9.De verdere beoordeling

9.1.
Bij genoemd tussenarrest heeft het hof geoordeeld dat [geïntimeerden] zich wat betreft de (ondergrond van) de stallen B en C terecht beroepen op de artikelen 3:306 en 3:105 BW. Verder heeft het hof geoordeeld dat na de ontvangst van de kadastrale kaart gedateerd op 14 oktober 1997 (productie 4 conclusie van antwoord) zij redelijkerwijs moeten hebben begrepen dat ten aanzien van de stallen B en C sprake was van grensoverschrijding. Dat was dan ook het geval met de nadien gebouwde stallen A en D. Deze stallen zijn immers aan de achterzijde in één lijn gebouwd met de stallen B en C.

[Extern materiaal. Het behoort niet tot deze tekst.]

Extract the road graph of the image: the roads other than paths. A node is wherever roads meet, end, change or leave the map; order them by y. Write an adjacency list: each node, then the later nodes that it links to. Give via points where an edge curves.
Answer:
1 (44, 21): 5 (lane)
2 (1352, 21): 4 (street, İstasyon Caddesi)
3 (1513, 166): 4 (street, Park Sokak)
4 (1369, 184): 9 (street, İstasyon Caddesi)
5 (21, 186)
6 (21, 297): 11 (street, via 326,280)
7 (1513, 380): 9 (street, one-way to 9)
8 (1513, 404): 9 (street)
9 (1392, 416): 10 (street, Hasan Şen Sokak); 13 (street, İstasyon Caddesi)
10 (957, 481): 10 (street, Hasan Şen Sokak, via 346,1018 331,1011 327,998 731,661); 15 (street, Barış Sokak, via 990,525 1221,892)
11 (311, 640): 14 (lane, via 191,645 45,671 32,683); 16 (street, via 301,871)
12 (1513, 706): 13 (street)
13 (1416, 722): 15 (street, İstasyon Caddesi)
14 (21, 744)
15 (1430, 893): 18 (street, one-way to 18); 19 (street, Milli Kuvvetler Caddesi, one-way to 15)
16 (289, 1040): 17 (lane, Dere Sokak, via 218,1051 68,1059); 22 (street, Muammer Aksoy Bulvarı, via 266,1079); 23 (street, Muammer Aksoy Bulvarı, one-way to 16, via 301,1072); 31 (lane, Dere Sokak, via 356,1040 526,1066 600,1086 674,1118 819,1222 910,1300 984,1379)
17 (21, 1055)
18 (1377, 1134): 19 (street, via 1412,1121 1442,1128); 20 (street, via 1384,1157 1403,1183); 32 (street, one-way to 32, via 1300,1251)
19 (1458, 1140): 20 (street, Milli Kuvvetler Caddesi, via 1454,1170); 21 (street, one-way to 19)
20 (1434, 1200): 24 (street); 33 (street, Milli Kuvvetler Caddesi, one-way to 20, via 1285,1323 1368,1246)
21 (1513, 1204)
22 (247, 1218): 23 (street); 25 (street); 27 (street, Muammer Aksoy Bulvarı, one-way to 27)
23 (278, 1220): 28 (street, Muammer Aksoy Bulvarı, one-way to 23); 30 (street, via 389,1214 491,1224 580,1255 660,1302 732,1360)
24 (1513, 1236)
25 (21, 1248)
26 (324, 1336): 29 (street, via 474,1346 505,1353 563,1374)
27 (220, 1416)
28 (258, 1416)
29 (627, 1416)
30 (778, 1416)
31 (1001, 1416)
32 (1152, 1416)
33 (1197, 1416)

Verder acht het hof de stelling van [geïntimeerden] dat zij vanaf 1986 bezitters zijn geweest van de desbetreffende strook grond vooralsnog bewezen. Het hof acht daarvoor van belang dat zij vanaf 1986 – met medeweten van [appellanten] – de betreffende strook grond zijn gaan bebouwen, in eerste instantie met een overbouw van stal B in 1986 en vervolgens met de overbouw van de mestkelder van stal C in 1991. Voorts heeft de advocaat van [appellanten] in een brief van 14 juni 2011 melding gemaakt van het feit dat ook de onbebouwde gedeelten van de strook grond tussen en naast de stallen bij [geïntimeerden] in gebruik zijn.
Het hof heeft [appellanten] - overeenkomstig hun bewijsaanbod - in de gelegenheid gesteld tegenbewijs te leveren tegen de vooralsnog bewezen geachte stelling van [geïntimeerden] dat zij vanaf 1986 gedurende een onafgebroken periode van tien jaren bezitter zijn geweest van de desbetreffende strook grond, zoals aangegeven op de kadastrale kaart van 2 mei 2011 (productie 4 inleidende dagvaarding) tussen de kadastrale grens van de percelen S210 en S211 die in geel is aangegeven en de feitelijke grens van die percelen die in blauw is aangegeven.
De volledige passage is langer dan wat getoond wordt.